BEGIN

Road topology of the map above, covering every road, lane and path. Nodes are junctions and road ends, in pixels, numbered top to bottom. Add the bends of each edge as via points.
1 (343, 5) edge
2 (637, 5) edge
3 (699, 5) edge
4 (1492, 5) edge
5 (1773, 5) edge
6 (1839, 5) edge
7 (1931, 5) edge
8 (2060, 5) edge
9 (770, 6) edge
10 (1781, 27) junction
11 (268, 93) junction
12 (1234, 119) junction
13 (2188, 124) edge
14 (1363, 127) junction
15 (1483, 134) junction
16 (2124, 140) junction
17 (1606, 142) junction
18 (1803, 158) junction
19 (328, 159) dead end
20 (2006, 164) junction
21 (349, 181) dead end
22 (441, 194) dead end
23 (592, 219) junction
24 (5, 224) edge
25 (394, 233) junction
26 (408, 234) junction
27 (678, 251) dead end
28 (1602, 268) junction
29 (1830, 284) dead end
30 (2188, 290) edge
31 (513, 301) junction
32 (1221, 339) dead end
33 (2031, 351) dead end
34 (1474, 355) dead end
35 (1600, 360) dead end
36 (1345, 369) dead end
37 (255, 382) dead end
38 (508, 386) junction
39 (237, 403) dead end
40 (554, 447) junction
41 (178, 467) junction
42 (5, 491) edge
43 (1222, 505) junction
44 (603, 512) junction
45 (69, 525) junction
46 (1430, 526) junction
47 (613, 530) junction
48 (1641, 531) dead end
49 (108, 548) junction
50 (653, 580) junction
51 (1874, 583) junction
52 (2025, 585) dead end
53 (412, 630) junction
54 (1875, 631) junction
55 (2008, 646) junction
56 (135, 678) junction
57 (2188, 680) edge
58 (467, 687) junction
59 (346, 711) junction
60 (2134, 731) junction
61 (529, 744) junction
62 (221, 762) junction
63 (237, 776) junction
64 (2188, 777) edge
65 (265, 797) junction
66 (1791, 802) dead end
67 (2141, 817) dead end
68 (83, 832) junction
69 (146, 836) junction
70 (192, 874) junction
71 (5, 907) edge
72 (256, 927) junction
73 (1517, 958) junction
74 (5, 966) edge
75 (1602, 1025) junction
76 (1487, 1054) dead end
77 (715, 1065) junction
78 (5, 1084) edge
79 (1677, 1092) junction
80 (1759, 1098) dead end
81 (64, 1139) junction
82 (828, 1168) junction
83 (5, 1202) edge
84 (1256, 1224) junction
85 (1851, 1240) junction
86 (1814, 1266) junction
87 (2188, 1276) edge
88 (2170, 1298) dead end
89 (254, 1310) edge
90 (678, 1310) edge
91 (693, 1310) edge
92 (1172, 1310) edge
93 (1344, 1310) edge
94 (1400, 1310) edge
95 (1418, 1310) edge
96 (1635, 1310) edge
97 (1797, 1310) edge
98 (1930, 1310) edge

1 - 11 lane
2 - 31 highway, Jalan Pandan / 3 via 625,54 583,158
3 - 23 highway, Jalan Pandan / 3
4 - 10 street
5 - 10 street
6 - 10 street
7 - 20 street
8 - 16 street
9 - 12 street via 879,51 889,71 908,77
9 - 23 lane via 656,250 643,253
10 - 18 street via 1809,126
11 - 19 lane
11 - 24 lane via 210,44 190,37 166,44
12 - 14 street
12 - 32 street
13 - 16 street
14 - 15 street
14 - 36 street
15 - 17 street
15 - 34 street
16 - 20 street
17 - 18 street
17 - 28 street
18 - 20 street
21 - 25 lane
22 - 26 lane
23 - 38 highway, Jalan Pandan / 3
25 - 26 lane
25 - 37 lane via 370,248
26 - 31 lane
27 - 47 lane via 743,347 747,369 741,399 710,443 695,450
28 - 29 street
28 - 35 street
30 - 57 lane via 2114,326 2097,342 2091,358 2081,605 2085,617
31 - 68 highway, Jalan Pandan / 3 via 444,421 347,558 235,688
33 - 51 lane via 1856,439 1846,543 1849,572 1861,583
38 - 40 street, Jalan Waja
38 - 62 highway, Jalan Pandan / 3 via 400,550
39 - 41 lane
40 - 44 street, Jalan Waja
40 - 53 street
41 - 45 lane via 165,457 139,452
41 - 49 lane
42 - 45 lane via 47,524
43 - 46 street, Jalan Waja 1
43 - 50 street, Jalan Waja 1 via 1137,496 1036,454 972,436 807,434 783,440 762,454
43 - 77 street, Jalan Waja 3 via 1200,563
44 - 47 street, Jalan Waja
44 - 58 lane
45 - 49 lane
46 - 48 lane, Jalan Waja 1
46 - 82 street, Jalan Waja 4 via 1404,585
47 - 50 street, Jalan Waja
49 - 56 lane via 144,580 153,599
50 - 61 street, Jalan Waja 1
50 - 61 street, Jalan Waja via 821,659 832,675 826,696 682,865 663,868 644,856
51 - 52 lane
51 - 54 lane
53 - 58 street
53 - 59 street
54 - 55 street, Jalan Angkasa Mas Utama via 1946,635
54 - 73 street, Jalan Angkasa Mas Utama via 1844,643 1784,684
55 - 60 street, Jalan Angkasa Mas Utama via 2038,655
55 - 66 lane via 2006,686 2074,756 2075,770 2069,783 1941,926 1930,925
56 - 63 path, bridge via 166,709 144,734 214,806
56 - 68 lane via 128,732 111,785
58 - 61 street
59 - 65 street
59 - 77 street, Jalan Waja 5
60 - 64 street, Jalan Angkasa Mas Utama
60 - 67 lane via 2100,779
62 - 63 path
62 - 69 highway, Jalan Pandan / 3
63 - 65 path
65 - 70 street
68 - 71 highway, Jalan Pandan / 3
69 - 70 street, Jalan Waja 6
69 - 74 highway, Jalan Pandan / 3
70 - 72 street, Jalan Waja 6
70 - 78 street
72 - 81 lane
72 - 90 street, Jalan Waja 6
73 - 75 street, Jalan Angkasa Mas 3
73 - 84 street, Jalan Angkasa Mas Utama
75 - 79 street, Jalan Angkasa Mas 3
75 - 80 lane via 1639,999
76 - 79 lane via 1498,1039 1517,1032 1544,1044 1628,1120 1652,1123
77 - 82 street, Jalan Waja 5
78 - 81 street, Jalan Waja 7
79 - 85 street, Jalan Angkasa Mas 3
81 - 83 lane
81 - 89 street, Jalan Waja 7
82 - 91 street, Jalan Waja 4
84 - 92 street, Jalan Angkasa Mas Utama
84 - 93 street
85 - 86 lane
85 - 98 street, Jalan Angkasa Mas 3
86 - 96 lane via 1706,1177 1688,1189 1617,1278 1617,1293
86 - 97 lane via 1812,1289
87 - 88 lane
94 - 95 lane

END

[GOAL OF THE EXERCISE] What lines in the material above contain the word "Utama"? Copy them out.

[SOLUTION FOR THIS PROBLEM]
54 - 55 street, Jalan Angkasa Mas Utama via 1946,635
54 - 73 street, Jalan Angkasa Mas Utama via 1844,643 1784,684
55 - 60 street, Jalan Angkasa Mas Utama via 2038,655
60 - 64 street, Jalan Angkasa Mas Utama
73 - 84 street, Jalan Angkasa Mas Utama
84 - 92 street, Jalan Angkasa Mas Utama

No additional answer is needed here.